● **WORK REQUIRED**: From the data underneath, reproduce exactly the stretch that begins at the line with "middle tip: (1184, 853)" and ends after the line with "index pip: (1274, 758)".

━━ INPUT FOR THIS TASK ━━

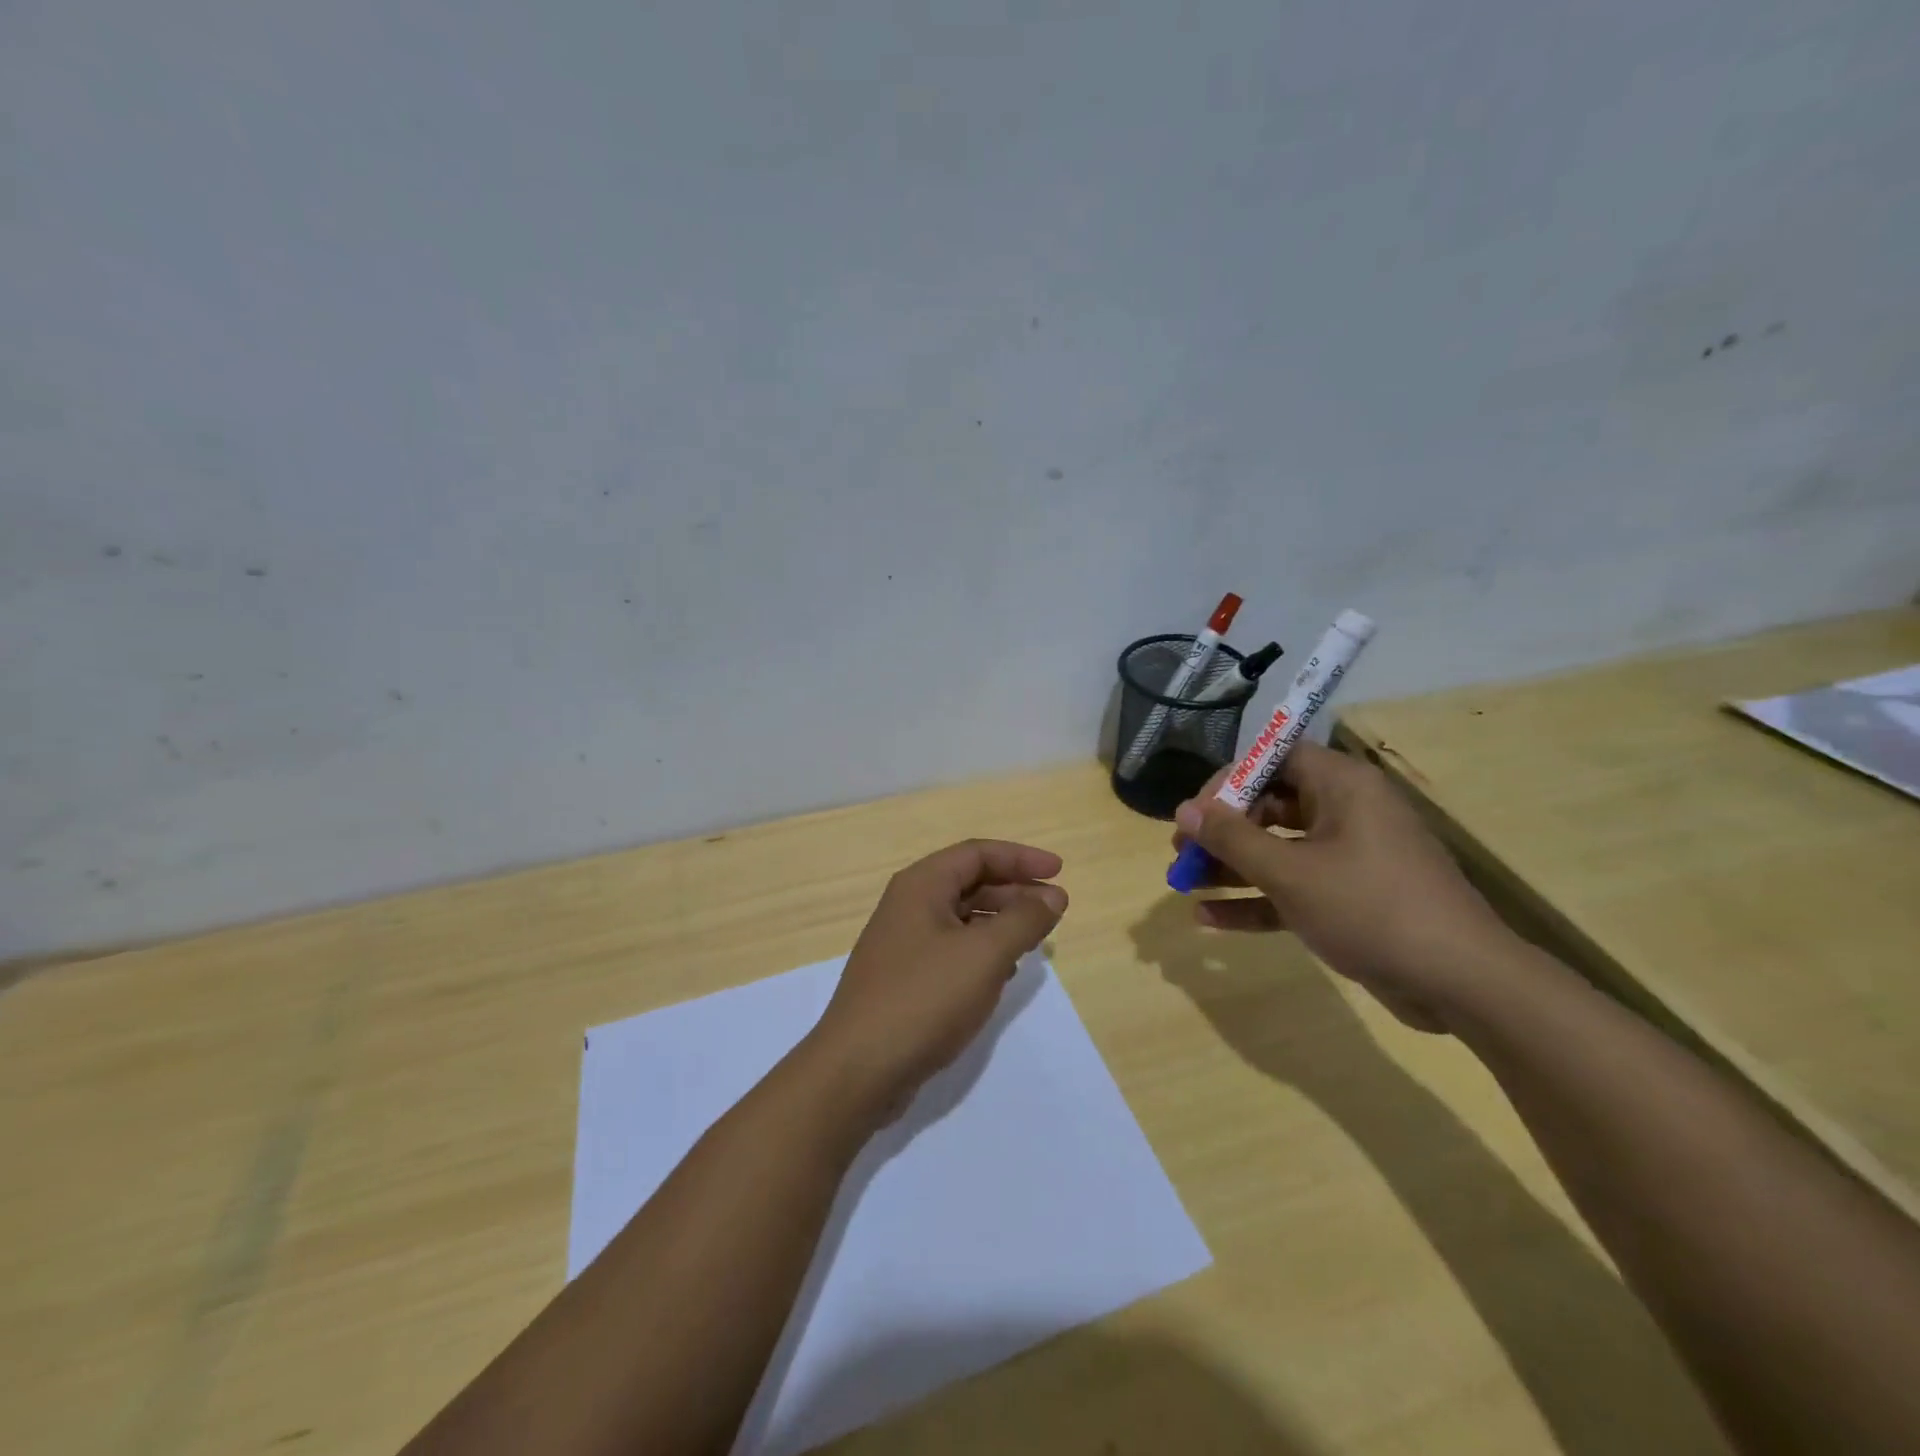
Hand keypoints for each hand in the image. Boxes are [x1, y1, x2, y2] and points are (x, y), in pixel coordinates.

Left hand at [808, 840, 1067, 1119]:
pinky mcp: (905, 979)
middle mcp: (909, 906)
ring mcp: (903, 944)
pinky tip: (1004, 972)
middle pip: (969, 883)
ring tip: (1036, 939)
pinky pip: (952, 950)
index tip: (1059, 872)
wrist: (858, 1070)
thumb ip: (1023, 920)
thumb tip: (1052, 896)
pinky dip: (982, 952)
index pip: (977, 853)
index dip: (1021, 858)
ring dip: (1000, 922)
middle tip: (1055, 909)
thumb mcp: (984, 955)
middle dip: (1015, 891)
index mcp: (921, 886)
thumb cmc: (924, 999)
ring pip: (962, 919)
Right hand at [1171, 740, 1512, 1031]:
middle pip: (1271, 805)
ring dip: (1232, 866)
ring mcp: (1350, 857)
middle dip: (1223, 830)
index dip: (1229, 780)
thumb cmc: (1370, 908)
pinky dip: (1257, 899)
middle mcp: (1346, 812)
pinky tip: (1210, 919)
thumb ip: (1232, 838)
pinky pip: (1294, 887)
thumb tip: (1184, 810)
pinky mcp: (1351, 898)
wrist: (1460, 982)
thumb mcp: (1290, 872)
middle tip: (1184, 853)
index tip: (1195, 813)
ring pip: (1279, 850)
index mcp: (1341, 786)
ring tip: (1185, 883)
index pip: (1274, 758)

━━━
━━ INPUT FOR THIS TASK ━━

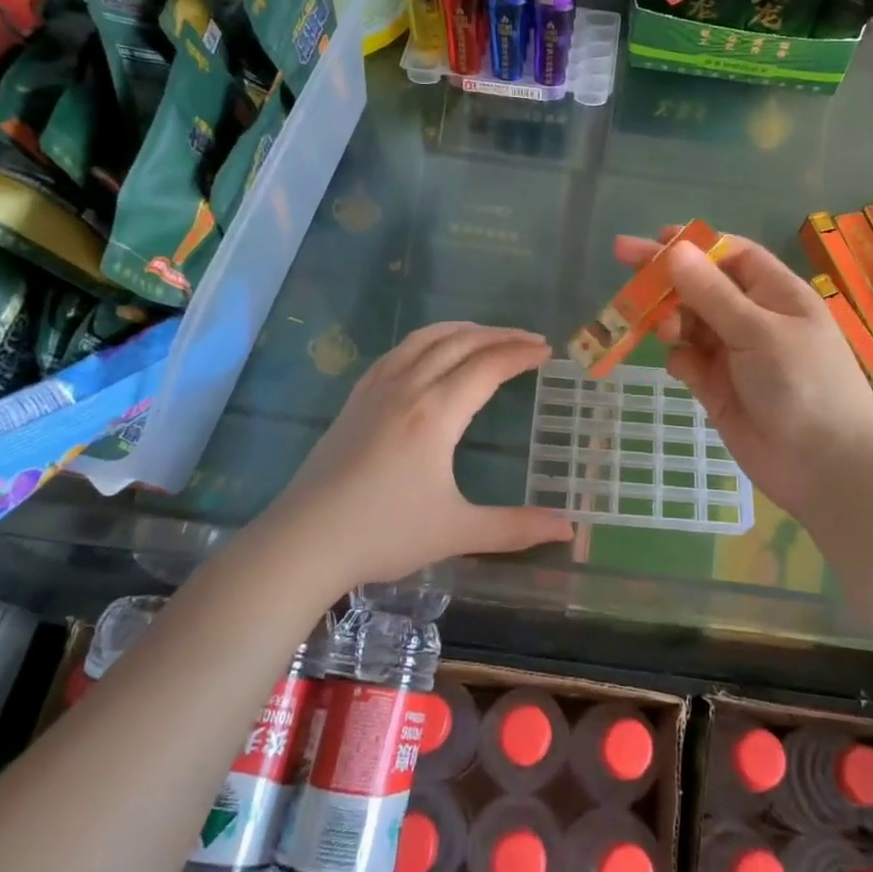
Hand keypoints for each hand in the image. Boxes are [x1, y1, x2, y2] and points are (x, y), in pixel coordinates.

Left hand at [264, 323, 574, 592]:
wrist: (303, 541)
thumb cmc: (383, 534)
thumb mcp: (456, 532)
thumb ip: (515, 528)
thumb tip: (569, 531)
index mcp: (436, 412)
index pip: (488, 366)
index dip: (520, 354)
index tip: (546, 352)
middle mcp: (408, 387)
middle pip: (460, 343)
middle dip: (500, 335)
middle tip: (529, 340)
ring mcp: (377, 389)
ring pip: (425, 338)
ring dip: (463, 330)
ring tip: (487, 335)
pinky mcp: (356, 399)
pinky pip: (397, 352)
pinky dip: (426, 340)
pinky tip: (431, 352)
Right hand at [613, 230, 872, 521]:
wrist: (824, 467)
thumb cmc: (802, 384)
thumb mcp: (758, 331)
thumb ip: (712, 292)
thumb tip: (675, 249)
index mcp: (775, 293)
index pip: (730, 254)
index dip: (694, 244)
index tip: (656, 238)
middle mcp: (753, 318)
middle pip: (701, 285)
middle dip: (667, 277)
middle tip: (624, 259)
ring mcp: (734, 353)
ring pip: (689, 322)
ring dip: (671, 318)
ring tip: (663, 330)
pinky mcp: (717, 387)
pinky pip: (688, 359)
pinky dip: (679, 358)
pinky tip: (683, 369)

━━━

● **RESPONSE FOR THIS EXERCISE**:
middle tip: (1184, 853)
index tip: (1195, 813)
ring pip: (1279, 850)
index mcp: (1341, 786)
ring tip: (1185, 883)
index pip: (1274, 758)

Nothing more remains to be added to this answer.